• What you will do:
Output, exactly and in full, the entries that appear below.

[Collected data]
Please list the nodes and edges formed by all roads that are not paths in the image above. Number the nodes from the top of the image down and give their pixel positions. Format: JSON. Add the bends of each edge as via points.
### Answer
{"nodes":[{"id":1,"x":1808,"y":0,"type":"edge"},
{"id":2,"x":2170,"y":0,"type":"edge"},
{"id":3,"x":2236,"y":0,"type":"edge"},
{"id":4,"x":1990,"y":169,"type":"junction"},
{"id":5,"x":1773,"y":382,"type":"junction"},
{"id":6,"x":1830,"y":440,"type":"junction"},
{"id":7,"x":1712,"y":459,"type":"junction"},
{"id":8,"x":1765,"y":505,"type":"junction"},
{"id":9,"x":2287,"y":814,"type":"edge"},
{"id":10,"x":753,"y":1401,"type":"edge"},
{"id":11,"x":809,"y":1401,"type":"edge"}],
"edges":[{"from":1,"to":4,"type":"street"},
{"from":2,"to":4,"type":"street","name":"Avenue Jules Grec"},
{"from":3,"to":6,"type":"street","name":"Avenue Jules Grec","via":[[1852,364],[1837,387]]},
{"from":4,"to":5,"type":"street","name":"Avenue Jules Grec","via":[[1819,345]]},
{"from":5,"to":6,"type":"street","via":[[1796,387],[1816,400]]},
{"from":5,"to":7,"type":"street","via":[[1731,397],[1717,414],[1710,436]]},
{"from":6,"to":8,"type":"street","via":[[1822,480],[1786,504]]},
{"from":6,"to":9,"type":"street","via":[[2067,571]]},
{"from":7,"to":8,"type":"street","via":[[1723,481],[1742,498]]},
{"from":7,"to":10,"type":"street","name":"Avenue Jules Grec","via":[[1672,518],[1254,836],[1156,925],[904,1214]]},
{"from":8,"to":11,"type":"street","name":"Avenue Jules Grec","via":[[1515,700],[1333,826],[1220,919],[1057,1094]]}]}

• Answer for the task:
Please list the nodes and edges formed by all roads that are not paths in the image above. Number the nodes from the top of the image down and give their pixel positions. Format: JSON. Add the bends of each edge as via points.
### Answer
{"nodes":[{"id":1,"x":1808,"y":0,"type":"edge"},
{"id":2,"x":2170,"y":0,"type":"edge"},
{"id":3,"x":2236,"y":0,"type":"edge"},
{"id":4,"x":1990,"y":169,"type":"junction"},
{"id":5,"x":1773,"y":382,"type":"junction"},
{"id":6,"x":1830,"y":440,"type":"junction"},
{"id":7,"x":1712,"y":459,"type":"junction"},
{"id":8,"x":1765,"y":505,"type":"junction"},
{"id":9,"x":2287,"y":814,"type":"edge"},
{"id":10,"x":753,"y":1401,"type":"edge"},
{"id":11,"x":809,"y":1401,"type":"edge"}],
"edges":[{"from":1,"to":4,"type":"street"},
{"from":2,"to":4,"type":"street","name":"Avenue Jules Grec"},
{"from":3,"to":6,"type":"street","name":"Avenue Jules Grec","via":[[1852,364],[1837,387]]},
{"from":4,"to":5,"type":"street","name":"Avenue Jules Grec","via":[[1819,345]]},
{"from":5,"to":6,"type":"street","via":[[1796,387],[1816,400]]},
{"from":5,"to":7,"type":"street","via":[[1731,397],[1717,414],[1710,436]]},
{"from":6,"to":8,"type":"street","via":[[1822,480],[1786,504]]},
{"from":6,"to":9,"type":"street","via":[[2067,571]]},
{"from":7,"to":8,"type":"street","via":[[1723,481],[1742,498]]},
{"from":7,"to":10,"type":"street","name":"Avenue Jules Grec","via":[[1672,518],[1254,836],[1156,925],[904,1214]]},
{"from":8,"to":11,"type":"street","name":"Avenue Jules Grec","via":[[1515,700],[1333,826],[1220,919],[1057,1094]]}]}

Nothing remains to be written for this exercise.